__Data supplied__.
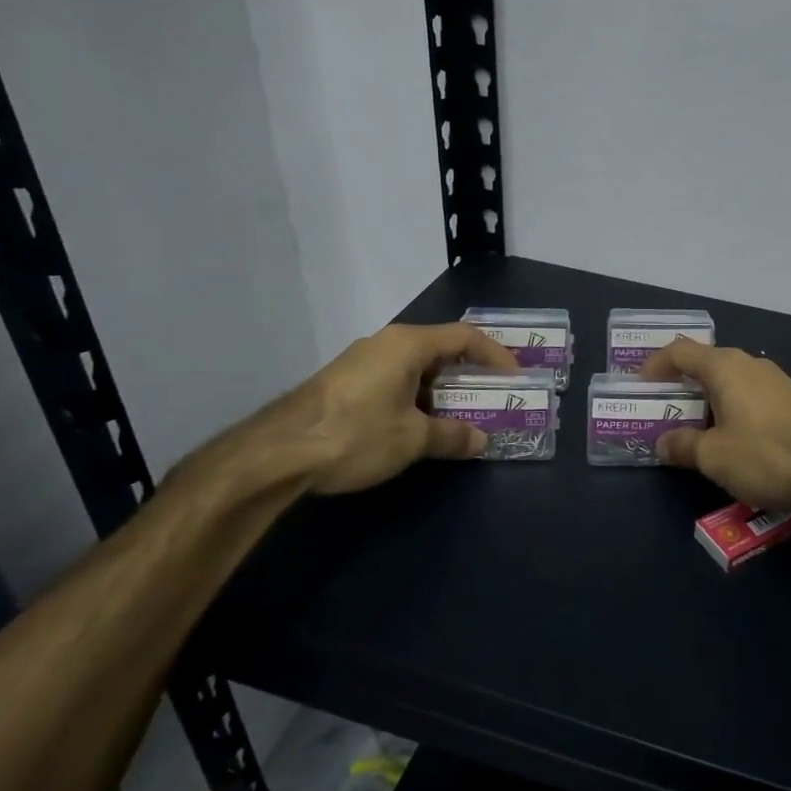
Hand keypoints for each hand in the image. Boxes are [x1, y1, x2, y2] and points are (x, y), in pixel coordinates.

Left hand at [245, 322, 518, 495]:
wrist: (276, 453)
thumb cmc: (355, 434)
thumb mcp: (412, 439)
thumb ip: (452, 436)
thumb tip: (480, 440)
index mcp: (408, 344)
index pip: (465, 337)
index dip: (495, 355)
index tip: (514, 378)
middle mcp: (386, 343)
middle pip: (440, 350)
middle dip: (469, 375)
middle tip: (492, 398)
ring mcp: (361, 361)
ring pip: (415, 368)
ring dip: (442, 391)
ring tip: (460, 417)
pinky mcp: (344, 383)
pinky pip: (394, 380)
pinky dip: (416, 398)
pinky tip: (418, 426)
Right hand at [639, 339, 790, 509]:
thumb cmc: (770, 455)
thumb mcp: (715, 457)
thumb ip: (683, 446)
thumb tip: (663, 442)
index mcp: (725, 367)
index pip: (679, 351)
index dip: (654, 366)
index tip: (638, 388)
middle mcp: (750, 364)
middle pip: (704, 366)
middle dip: (679, 389)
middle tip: (661, 415)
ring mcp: (776, 381)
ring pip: (729, 385)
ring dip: (707, 404)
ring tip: (693, 434)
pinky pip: (750, 399)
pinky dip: (731, 413)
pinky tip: (733, 443)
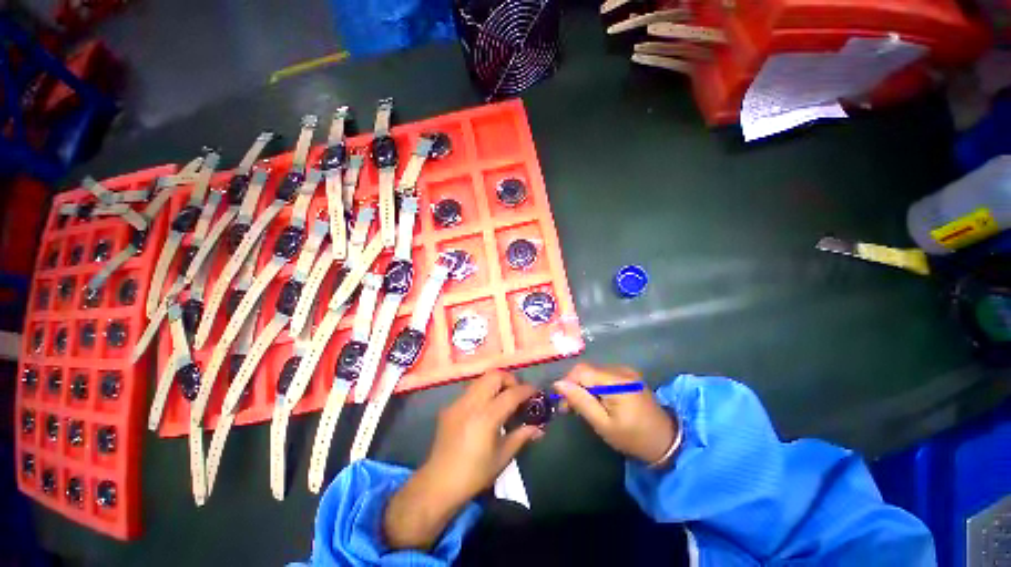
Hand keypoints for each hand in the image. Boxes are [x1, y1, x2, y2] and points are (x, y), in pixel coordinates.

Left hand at [384, 371, 542, 549]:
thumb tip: (539, 428)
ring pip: (481, 380)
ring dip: (495, 384)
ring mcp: (458, 402)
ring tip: (502, 399)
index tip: (536, 392)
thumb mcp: (502, 457)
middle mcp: (472, 403)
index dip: (527, 390)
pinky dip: (483, 392)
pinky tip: (485, 409)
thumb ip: (521, 436)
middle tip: (517, 394)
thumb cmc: (474, 474)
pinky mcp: (449, 406)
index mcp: (487, 416)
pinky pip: (470, 390)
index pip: (512, 393)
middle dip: (509, 380)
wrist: (438, 483)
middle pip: (494, 375)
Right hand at [553, 363, 676, 464]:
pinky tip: (597, 400)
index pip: (581, 371)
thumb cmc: (633, 438)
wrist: (667, 441)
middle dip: (574, 386)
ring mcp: (626, 371)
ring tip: (584, 406)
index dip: (567, 384)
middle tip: (570, 408)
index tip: (563, 404)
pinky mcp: (628, 375)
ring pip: (593, 371)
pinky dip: (595, 385)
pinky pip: (603, 374)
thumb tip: (558, 384)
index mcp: (615, 381)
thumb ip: (581, 402)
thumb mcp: (604, 425)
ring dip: (584, 386)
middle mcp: (620, 370)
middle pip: (586, 370)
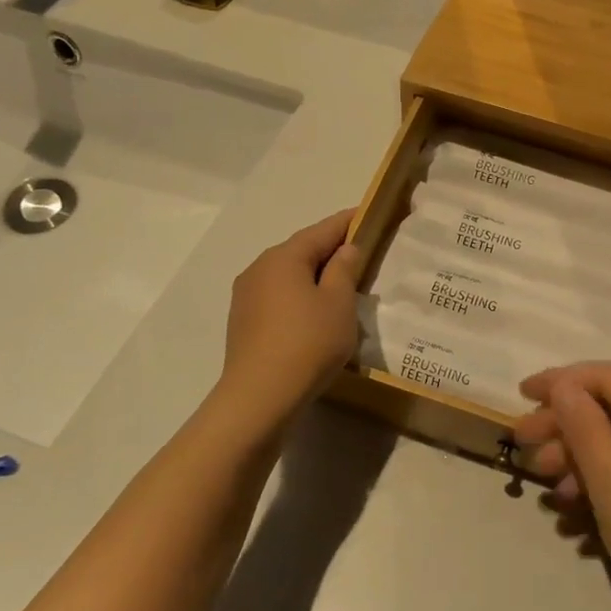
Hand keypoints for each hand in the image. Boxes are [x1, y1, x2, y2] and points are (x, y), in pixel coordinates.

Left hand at [220, 210, 364, 423]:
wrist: (260, 396)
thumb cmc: (308, 343)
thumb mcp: (339, 303)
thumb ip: (344, 270)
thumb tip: (345, 249)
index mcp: (283, 257)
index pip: (322, 230)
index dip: (347, 222)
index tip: (367, 214)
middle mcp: (259, 268)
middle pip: (301, 251)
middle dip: (329, 251)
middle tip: (360, 255)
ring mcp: (246, 296)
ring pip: (288, 276)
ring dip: (313, 277)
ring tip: (340, 288)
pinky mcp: (243, 322)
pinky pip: (278, 298)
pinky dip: (299, 297)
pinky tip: (314, 315)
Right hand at [513, 362, 610, 610]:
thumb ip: (586, 429)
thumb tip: (565, 387)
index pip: (610, 378)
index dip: (562, 381)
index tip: (521, 395)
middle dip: (567, 425)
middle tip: (524, 445)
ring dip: (583, 459)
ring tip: (548, 488)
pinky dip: (609, 482)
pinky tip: (577, 513)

__Prompt__.
Repeat exactly the lines from the line containing "thumb tip: (565, 387)" through the end of the listing above; both boundary lines are part of the output.

__Output of the exercise__.
thumb tip: (565, 387)
index pip: (610, 378)
index dip: (562, 381)
index tip: (521, 395)
middle dip: (567, 425)
middle tip: (524, 445)
ring dip: (583, 459)
ring tip: (548, 488)
pinky dip: (609, 482)
pinky tip: (577, 513)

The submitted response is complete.